Because when it comes to actually helping people, following those little Jesus teachings about feeding the hungry, helping the poor, loving thy fucking neighbor? Oh no. That’s socialism. That’s woke bullshit. In America, if you’re poor, sick, or struggling, tough shit. If there’s no profit incentive in helping you, you can go fuck yourself. The same people screaming about Christian values are the first ones whining about their tax dollars helping “lazy welfare bums.” The real American religion isn’t Christianity, or freedom, or democracy. It’s money. Worship it, or get trampled.
That’s why this place looks the way it does. Because natural beauty doesn’t turn a profit. Because authentic history and culture take too long to monetize. Because if it doesn’t have a dollar sign attached, America does not give a single solitary fuck.
People wonder why everyone in America is miserable. Why the streets are flooded with antidepressants, alcohol, suicides, and mindless doom-scrolling.
Just take one look at the endless highways, the Applebee’s-ridden hellscapes, the plastic-clad McSuburbs, and the corporate-branded dystopia of America. It’s a strip mall built on top of a landfill built on top of a cemetery of those exterminated to make it all happen.
Land of the branded, home of the complacent.

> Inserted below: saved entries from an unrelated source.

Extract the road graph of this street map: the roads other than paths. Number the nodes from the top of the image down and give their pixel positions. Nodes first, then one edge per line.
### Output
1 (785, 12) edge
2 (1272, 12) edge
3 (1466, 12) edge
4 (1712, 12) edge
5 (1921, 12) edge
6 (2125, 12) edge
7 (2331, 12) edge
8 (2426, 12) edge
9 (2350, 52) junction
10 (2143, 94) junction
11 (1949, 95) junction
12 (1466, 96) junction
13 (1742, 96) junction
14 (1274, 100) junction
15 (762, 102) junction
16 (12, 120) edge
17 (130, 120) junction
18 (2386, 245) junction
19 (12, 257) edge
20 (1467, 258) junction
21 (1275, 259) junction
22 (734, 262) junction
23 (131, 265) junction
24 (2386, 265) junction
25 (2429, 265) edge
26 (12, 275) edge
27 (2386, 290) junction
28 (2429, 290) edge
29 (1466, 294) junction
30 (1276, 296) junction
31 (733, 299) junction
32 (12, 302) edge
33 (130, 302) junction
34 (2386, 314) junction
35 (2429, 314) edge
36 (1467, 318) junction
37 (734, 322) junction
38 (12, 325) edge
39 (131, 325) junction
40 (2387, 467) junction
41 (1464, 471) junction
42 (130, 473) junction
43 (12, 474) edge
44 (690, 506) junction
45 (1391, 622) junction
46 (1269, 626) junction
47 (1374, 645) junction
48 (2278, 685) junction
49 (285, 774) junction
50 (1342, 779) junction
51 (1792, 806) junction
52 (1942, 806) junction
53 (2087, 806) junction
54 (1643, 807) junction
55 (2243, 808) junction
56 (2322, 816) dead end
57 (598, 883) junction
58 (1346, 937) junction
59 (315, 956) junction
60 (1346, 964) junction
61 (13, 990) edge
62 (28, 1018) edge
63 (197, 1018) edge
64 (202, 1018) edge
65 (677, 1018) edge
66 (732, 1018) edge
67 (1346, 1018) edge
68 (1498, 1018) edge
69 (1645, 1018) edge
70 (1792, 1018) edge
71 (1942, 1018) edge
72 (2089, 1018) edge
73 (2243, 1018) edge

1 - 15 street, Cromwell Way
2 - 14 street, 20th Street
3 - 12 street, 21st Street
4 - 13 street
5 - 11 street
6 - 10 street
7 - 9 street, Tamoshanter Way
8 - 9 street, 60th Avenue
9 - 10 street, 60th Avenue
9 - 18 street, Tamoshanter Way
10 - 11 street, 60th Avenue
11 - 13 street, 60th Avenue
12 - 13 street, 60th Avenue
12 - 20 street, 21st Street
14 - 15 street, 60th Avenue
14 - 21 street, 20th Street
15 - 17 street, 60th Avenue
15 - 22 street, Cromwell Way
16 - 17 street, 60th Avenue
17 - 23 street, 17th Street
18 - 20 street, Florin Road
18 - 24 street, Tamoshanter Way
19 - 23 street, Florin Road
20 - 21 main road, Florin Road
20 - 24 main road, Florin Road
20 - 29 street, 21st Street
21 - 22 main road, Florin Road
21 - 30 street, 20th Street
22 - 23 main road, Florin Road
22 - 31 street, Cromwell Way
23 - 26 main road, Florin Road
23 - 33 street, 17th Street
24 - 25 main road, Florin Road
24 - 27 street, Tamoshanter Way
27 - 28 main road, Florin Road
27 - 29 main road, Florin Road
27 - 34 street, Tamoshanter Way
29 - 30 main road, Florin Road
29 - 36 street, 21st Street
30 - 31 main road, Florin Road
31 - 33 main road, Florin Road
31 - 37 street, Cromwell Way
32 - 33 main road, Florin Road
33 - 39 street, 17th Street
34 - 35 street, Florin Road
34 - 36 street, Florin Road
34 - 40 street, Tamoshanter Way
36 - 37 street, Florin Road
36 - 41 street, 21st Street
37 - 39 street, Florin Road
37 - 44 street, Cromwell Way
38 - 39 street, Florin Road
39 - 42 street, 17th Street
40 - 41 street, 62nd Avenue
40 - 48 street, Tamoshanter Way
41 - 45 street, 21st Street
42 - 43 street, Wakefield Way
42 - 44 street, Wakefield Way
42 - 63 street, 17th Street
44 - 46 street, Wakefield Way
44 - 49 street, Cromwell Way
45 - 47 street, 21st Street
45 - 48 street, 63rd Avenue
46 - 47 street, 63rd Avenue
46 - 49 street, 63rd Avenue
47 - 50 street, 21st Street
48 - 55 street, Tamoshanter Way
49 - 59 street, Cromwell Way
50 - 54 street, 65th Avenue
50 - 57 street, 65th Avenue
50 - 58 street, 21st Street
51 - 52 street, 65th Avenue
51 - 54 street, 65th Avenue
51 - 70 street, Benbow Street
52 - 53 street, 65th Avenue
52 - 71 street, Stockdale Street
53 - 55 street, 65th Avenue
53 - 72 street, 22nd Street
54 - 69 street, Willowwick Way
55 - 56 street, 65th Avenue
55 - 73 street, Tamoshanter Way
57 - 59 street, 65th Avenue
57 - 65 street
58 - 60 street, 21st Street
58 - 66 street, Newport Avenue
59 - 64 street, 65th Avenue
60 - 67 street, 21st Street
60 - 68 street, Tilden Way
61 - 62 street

Yep, it’s truly a shithole country. It’s been a lie to me all my life, the worst being that I should go to Vietnam and participate in killing people so my country was “safe and secure.” Then 12/12/2000 the Supreme Court stole my vote and declared their own president. And you’re right —- now it’s just as visually unappealing as its own vial reality. Love the “capitalistic concentration camp.” I’ll have to use that in the future.

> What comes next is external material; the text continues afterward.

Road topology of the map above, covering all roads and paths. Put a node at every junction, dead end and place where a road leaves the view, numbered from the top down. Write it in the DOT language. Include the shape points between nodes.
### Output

This is the reason that so many of us have fled for a week or two to Western Europe over our lifetimes when we could, once or twice a decade, to remind ourselves of places where the pleasure of living in a beautiful place is not subjugated to the necessity of commerce and consumption. I remember being struck by the way that Italians seemed to feel that work is a necessity so you can enjoy life--not an aim in and of itself.